> **Exercise description**
Say nothing but the number of lines below in which the string "Parkstraße" appears.

> **Given records**
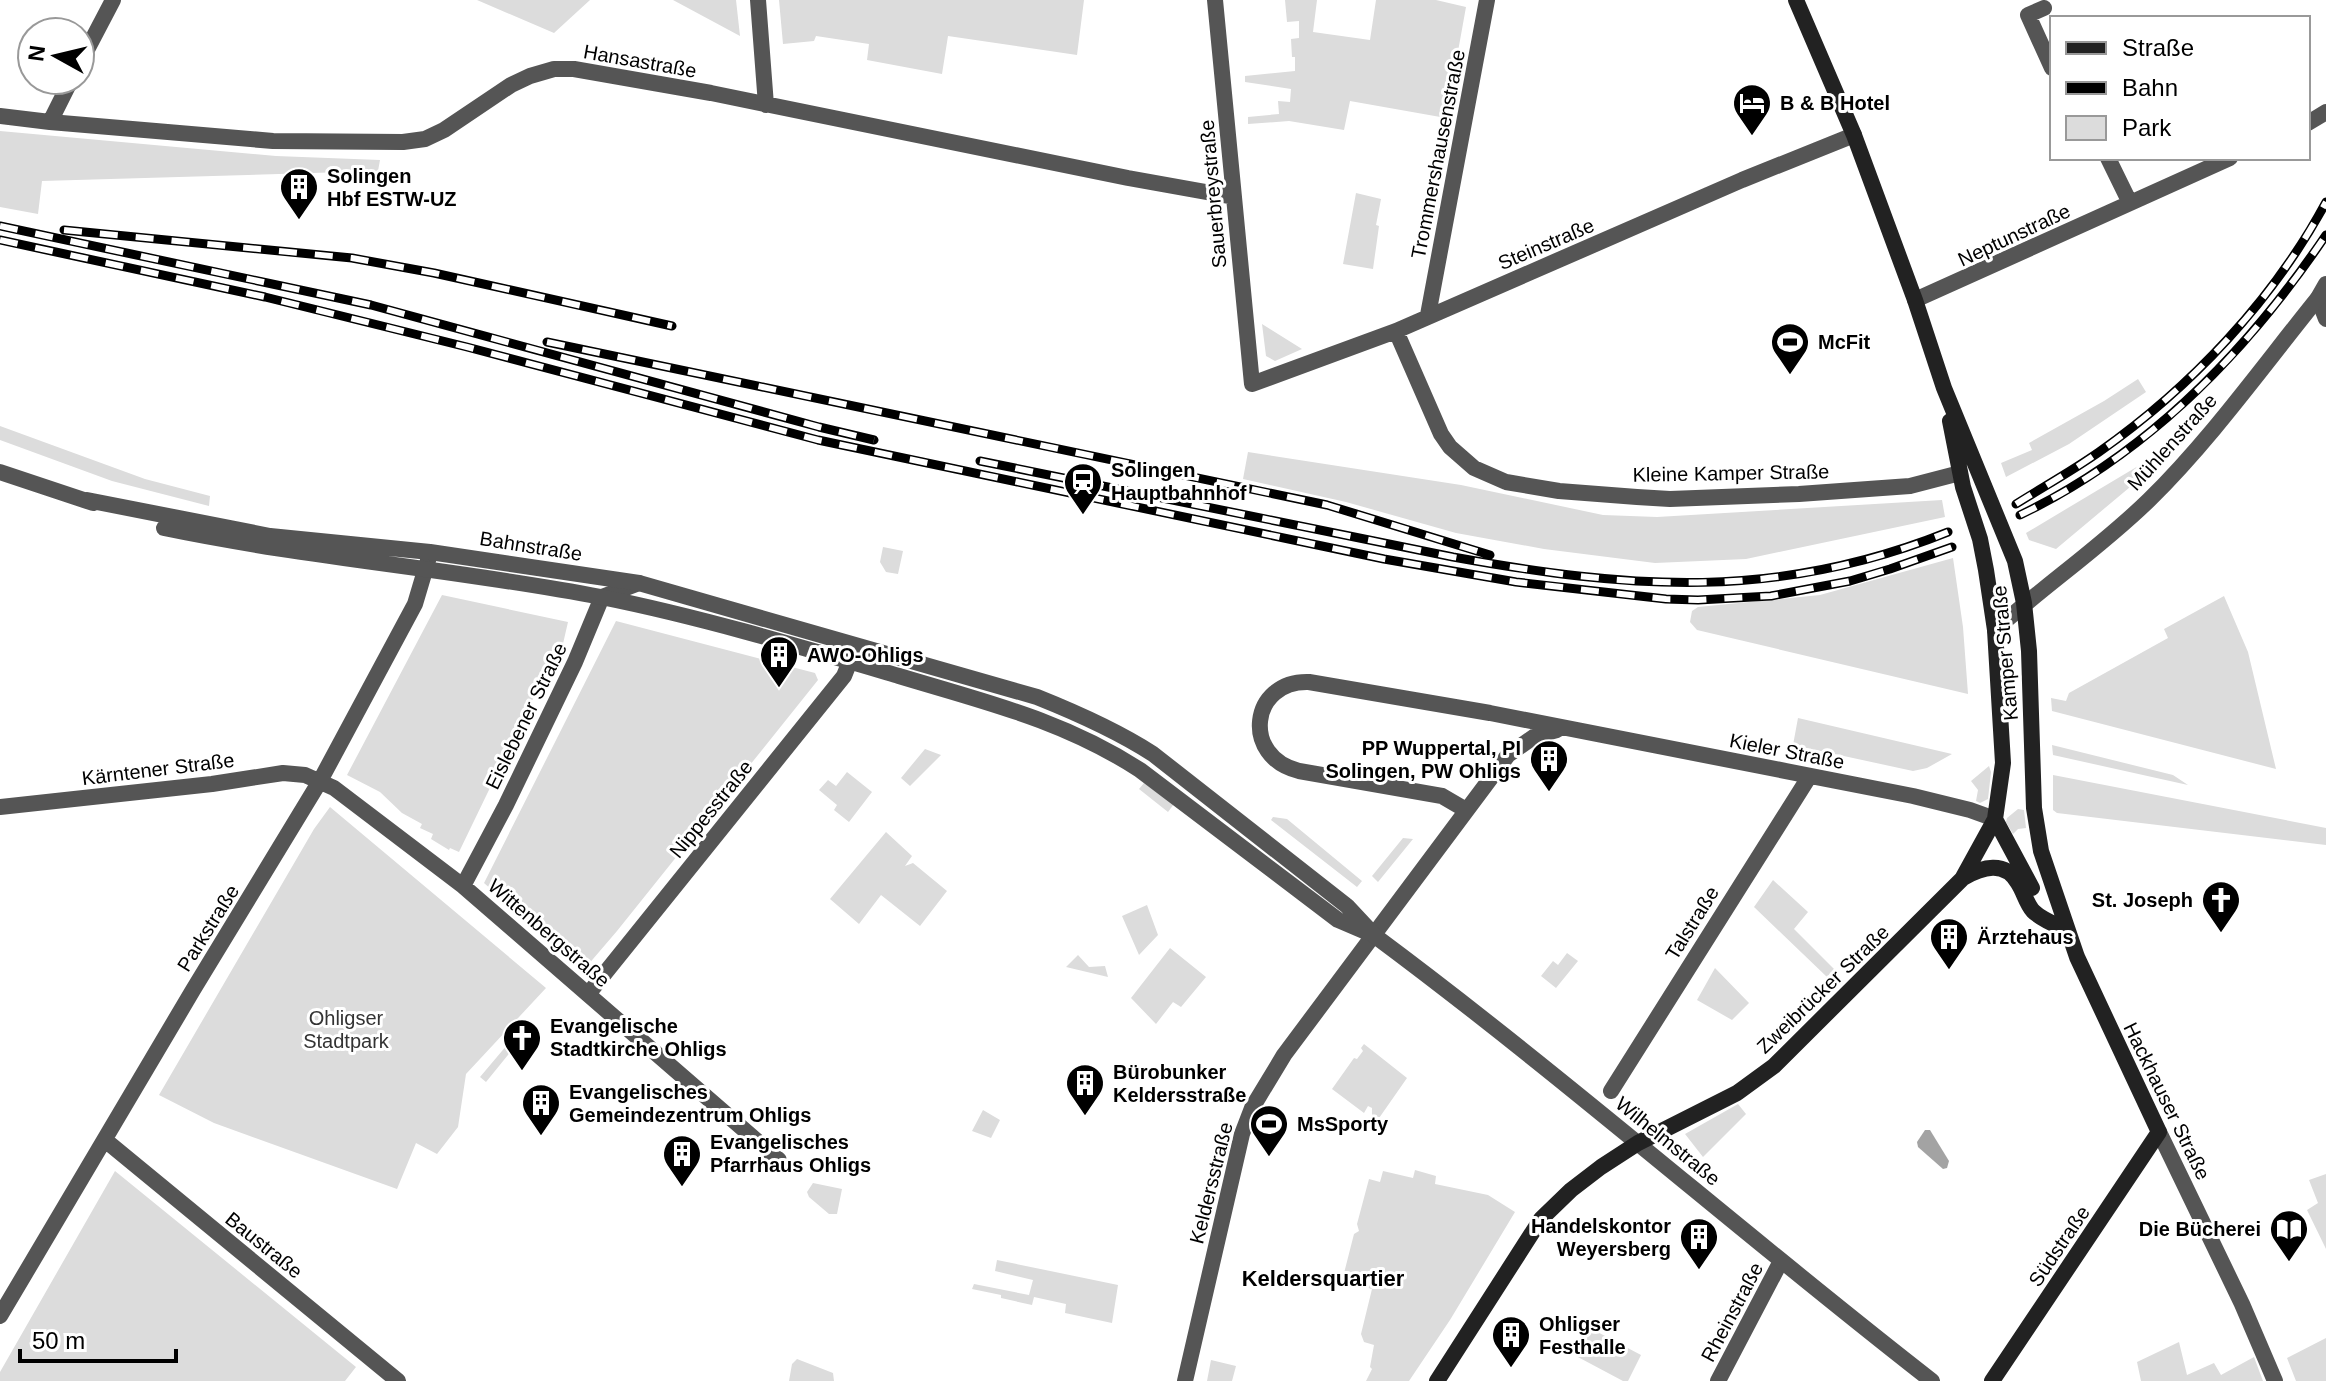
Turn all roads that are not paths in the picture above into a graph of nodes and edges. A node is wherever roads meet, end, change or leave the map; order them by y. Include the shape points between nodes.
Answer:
1 (113, 0) edge
2 (758, 0) edge
3 (1215, 0) edge
4 (1487, 0) edge
5 (1796, 0) edge
6 (2044, 8) dead end
7 (96, 32) edge
8 (2050, 64) edge
9 (63, 96) edge
10 (766, 105) junction
11 (0, 116) edge
12 (50, 122) junction
13 (1854, 135) junction
14 (2109, 160) edge
15 (2226, 160) edge
16 (1234, 197) junction
17 (2130, 203) junction
18 (2322, 291) edge
19 (1915, 300) junction
20 (1428, 315) junction
21 (2326, 319) edge
22 (1396, 331) junction
23 (1252, 384) joint
24 (1944, 388) junction
25 (0, 472) edge
26 (1962, 480) junction
27 (87, 500) junction
28 (430, 552) junction
29 (427, 570) junction
30 (639, 583) junction
31 (602, 597) junction
32 (2024, 603) junction
33 (1995, 630) junction
34 (854, 654) junction
35 (961, 676) joint
36 (957, 694) joint
37 (1570, 729) junction
38 (1809, 777) junction
39 (320, 781) junction
40 (0, 807) edge
41 (1466, 810) junction
42 (1995, 819) junction
43 (2037, 833) joint
44 (1962, 879) junction
45 (463, 886) junction
46 (2050, 922) junction
47 (2067, 930) junction
48 (1375, 936) junction
49 (589, 993) junction
50 (1611, 1091) dead end
51 (2159, 1132) junction
52 (105, 1140) junction
53 (1638, 1143) junction
54 (779, 1160) dead end
55 (1781, 1261) junction
56 (0, 1316) edge
57 (398, 1381) edge
58 (1185, 1381) edge
59 (1437, 1381) edge
60 (1718, 1381) edge
61 (1932, 1381) edge
62 (1992, 1381) edge
63 (2275, 1381) edge

1 - 7 street
2 - 10 street
3 - 16 street, Sauerbreystraße
4 - 20 street, Trommershausenstraße
5 - 13 main road, Kamper Straße
6 - 8 street via 2028,15
9 - 12 street
10 - 12 street, Hansastraße via 597,72 554,69 511,85 444,130 403,142 273,141
10 - 16 street, Hansastraße
11 - 12 street, Hansastraße
13 - 19 main road, Kamper Straße
13 - 20 street, Steinstraße
14 - 17 street
15 - 17 street, Neptunstraße
16 - 23 street, Sauerbreystraße
17 - 19 street, Neptunstraße
18 - 21 street
18 - 32 street, Mühlenstraße via 2159,489 2090,553
19 - 24 main road, Kamper Straße
20 - 22 street, Steinstraße
22 - 23 street, Steinstraße
22 - 26 street, Kleine Kamper Straße via 1450,447 1474,468 1506,482 1670,499
24 - 26 main road, Kamper Straße
24 - 32 main road, Kamper Straße via 2015,561
25 - 27 street, Bahnstraße
26 - 33 main road, Kamper Straße via 1980,539
27 - 28 street, Bahnstraße via 270,536
27 - 29 street, Bahnstraße via 154,526
28 - 29 street, Parkstraße
28 - 30 street, Bahnstraße
29 - 31 street, Bahnstraße
29 - 39 street, Parkstraße via 415,604
30 - 31 street
30 - 34 street, Bahnstraße
31 - 34 street, Bahnstraße
31 - 45 street, Eislebener Straße via 554,707
32 - 33 street, Mühlenstraße
32 - 43 main road, Kamper Straße
33 - 42 main road, Kamper Straße via 2003,763
34 - 35 street, Bahnstraße
34 - 36 street, Bahnstraße
34 - 49 street, Nippesstraße via 844,676
35 - 48 street, Wilhelmstraße via 1037,697 1130,739 1347,906
36 - 48 street, Wilhelmstraße via 1033,716 1117,756 1338,920
37 - 38 street, Kieler Straße
37 - 41 street, Kieler Straße via 1523,742
37 - 41 street, Kieler Straße via 1301,682 1274,693 1262,711 1261,738 1284,766 1430,793
38 - 42 street, Kieler Straße via 1913,796
38 - 50 street, Talstraße
39 - 40 street, Kärntener Straße via 283,773
39 - 45 street, Wittenbergstraße
39 - 52 street, Parkstraße
41 - 48 street, Kieler Straße
42 - 44 main road, Zweibrücker Straße
42 - 46 main road
43 - 47 main road, Hackhauser Straße
44 - 46 main road via 1986,867 2010,873 2034,912
44 - 53 main road, Zweibrücker Straße via 1774,1066 1737,1093
45 - 49 street, Wittenbergstraße
46 - 47 main road
47 - 51 main road, Hackhauser Straße
48 - 53 street, Wilhelmstraße
48 - 58 street, Keldersstraße via 1284,1055 1248,1117
49 - 54 street, Wittenbergstraße
51 - 62 main road, Südstraße
51 - 63 street, Hackhauser Straße
52 - 56 street, Parkstraße
52 - 57 street, Baustraße
53 - 55 street, Wilhelmstraße
53 - 59 main road via 1591,1174 1541,1219
55 - 60 street, Rheinstraße
55 - 61 street, Wilhelmstraße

> **Answer box**
4